## TASK
Wherever the word "dash" occurs in the listing, copy the whole line.
[STORED DATA]
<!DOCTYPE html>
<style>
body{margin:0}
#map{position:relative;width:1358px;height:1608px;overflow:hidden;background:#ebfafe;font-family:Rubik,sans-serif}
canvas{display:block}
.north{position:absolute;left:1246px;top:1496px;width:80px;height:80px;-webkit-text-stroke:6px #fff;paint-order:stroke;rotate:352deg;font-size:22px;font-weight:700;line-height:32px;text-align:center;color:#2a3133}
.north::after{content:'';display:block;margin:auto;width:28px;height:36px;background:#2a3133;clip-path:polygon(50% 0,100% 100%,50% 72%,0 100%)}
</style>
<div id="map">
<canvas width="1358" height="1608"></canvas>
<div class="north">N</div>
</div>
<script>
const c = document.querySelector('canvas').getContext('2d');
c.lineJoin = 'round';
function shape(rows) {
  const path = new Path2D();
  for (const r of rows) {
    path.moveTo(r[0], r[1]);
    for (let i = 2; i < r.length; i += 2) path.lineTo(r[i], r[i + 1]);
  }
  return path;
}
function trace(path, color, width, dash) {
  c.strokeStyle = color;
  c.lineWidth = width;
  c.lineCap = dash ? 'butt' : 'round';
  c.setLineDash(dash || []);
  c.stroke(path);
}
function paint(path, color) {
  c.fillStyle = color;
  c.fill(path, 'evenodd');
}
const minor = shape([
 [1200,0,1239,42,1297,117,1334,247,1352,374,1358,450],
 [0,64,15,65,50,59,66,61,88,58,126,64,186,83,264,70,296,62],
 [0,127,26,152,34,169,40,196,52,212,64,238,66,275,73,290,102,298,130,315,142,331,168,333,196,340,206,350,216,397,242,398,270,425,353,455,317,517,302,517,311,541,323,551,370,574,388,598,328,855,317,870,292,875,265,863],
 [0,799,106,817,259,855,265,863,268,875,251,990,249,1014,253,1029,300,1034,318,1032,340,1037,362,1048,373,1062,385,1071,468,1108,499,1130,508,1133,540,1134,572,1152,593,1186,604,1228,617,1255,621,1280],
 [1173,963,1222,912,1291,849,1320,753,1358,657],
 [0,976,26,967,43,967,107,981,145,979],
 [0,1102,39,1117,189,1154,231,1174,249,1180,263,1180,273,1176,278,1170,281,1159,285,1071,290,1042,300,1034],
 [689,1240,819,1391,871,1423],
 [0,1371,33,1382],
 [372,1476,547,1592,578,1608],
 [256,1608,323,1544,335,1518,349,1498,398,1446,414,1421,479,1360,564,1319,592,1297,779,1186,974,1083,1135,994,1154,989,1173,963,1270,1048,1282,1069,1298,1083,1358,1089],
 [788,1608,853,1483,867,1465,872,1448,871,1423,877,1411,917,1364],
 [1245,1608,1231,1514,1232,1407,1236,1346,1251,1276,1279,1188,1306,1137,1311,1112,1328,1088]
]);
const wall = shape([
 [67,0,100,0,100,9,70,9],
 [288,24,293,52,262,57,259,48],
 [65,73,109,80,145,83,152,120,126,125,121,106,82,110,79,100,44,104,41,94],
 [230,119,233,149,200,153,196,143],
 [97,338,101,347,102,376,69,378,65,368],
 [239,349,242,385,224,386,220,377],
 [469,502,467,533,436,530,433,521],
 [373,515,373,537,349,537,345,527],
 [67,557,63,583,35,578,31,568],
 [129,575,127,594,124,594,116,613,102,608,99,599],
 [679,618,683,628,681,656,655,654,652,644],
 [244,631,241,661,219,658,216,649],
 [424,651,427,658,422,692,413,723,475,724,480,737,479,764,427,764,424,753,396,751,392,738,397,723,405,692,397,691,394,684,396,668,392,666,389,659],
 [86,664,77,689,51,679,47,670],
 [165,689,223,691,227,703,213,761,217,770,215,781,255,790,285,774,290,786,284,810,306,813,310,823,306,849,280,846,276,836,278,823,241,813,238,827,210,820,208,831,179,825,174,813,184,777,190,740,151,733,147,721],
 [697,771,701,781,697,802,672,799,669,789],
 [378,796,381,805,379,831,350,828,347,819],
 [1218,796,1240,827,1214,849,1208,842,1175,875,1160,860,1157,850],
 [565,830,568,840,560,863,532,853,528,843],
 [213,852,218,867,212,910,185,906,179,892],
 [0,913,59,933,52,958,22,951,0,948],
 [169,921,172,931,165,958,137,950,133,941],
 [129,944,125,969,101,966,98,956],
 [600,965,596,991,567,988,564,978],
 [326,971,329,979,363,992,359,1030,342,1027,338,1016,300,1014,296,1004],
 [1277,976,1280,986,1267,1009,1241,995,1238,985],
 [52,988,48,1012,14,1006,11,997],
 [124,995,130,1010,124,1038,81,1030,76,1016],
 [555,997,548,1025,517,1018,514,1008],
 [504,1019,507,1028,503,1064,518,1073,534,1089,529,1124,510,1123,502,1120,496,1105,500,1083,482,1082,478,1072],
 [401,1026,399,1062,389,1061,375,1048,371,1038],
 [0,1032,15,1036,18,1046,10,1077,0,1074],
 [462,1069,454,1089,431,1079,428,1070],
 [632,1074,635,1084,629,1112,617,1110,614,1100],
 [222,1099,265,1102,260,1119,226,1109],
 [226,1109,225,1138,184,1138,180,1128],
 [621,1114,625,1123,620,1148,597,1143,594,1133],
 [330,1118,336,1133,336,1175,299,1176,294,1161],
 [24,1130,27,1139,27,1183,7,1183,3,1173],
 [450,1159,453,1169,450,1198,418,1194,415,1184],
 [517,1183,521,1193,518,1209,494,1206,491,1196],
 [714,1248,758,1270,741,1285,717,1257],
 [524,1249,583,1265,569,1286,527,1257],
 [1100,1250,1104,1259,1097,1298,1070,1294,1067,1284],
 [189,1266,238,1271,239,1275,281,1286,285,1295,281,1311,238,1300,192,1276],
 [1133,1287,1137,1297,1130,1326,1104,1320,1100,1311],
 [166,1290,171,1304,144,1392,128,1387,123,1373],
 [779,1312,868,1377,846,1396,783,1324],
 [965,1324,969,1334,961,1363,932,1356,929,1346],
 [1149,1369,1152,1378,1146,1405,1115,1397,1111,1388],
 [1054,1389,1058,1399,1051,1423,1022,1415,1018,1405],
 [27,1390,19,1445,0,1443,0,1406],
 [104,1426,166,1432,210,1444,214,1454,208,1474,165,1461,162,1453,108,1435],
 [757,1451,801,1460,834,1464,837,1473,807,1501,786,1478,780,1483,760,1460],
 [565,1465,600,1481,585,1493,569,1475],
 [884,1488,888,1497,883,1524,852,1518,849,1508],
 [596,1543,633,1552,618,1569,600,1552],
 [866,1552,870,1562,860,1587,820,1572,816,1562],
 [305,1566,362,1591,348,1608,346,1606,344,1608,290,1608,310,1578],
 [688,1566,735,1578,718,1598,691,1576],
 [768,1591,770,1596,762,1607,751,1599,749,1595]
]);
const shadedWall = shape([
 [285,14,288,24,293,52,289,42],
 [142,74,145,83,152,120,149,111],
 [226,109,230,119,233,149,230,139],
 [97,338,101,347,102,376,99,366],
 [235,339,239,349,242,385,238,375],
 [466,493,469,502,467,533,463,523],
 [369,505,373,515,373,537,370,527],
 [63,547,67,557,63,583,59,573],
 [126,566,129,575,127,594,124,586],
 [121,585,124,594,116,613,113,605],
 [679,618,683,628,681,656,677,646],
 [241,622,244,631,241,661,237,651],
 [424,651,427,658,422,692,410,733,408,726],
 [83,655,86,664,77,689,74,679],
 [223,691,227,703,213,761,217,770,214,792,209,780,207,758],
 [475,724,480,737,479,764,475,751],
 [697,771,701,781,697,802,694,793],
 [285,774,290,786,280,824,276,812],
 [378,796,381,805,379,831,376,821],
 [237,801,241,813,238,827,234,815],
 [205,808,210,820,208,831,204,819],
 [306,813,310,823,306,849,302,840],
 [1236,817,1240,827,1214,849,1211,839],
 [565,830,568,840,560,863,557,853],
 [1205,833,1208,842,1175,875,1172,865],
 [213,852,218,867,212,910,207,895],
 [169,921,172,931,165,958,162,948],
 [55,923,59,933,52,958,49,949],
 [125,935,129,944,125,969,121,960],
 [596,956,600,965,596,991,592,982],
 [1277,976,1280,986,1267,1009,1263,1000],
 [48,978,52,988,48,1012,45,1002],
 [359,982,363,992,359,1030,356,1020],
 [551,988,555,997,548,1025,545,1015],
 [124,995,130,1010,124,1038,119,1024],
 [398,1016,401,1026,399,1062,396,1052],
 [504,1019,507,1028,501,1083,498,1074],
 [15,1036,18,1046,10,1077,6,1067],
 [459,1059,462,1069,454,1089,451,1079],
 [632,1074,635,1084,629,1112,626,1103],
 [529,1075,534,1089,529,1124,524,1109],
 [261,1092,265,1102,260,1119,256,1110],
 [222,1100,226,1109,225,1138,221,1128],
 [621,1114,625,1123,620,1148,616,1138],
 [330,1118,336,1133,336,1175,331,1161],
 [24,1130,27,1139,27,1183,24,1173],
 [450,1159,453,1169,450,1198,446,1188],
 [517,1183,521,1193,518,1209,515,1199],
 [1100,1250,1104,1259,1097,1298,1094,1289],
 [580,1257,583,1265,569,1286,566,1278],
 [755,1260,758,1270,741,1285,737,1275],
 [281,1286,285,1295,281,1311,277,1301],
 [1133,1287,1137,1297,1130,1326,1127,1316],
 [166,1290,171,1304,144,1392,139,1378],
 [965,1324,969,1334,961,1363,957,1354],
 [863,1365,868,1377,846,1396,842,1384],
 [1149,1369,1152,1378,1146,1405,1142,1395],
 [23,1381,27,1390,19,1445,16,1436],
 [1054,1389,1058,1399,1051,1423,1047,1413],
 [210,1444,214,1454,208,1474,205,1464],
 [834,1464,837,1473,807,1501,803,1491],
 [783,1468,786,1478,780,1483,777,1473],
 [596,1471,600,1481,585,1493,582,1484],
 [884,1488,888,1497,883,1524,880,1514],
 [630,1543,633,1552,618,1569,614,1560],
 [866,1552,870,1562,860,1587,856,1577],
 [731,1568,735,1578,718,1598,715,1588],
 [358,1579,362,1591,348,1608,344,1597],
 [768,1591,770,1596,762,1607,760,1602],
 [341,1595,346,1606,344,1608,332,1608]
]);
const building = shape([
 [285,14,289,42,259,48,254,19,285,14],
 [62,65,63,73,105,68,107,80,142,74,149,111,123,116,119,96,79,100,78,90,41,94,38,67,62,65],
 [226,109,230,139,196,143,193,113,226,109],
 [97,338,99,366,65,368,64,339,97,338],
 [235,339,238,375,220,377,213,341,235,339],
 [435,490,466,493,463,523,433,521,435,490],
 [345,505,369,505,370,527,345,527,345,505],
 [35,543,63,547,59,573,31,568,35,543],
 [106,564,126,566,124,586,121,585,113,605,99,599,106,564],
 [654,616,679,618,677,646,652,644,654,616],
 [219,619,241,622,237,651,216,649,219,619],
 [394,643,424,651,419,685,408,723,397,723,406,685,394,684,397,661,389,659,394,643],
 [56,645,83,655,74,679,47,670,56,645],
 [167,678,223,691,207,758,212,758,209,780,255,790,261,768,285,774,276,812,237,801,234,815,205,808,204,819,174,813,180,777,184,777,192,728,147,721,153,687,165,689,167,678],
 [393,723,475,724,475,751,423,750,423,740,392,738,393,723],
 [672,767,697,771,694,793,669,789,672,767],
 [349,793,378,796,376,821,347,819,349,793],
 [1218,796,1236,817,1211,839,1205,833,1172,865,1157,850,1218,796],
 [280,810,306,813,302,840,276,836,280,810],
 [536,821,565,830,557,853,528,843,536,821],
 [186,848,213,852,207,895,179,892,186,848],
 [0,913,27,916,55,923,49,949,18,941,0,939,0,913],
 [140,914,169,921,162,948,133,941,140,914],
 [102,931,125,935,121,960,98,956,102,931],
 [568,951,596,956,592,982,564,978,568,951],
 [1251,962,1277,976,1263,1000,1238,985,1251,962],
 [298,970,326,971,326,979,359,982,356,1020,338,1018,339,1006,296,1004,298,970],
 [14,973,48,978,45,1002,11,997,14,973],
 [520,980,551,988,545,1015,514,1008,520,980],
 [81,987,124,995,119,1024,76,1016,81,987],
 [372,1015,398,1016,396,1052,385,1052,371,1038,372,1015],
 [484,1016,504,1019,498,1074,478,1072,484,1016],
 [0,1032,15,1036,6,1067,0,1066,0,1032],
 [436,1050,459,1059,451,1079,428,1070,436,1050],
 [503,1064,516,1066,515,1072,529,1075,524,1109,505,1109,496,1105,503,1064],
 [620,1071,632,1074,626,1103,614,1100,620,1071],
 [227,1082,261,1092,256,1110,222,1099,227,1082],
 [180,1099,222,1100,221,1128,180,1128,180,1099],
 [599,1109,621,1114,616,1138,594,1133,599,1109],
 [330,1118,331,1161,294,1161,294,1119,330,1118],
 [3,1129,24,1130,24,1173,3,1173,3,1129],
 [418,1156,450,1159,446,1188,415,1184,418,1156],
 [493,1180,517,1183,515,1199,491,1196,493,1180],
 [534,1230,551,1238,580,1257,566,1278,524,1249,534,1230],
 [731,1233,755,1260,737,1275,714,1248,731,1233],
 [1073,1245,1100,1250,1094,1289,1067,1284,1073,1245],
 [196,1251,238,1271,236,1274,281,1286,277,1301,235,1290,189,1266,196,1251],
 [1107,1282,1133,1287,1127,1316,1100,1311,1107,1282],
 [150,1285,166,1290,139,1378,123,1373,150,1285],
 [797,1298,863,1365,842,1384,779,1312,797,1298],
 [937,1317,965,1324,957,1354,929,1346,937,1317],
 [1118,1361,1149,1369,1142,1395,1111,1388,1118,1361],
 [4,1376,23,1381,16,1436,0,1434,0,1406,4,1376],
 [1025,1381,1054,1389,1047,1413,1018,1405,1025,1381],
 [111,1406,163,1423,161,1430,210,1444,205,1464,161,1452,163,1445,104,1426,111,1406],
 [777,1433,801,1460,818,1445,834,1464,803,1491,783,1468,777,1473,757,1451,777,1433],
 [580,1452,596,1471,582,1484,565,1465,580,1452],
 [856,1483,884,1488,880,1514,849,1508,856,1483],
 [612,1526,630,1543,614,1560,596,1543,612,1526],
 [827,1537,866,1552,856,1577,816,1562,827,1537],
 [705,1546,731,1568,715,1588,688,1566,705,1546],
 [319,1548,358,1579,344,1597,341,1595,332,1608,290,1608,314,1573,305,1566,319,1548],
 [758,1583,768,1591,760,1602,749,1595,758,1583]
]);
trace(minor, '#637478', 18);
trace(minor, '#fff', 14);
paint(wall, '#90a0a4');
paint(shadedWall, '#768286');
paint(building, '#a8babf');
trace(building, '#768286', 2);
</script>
[/STORED DATA]
## ANSWER FOR THIS EXERCISE
function trace(path, color, width, dash) {
  c.lineCap = dash ? 'butt' : 'round';
  c.setLineDash(dash || []);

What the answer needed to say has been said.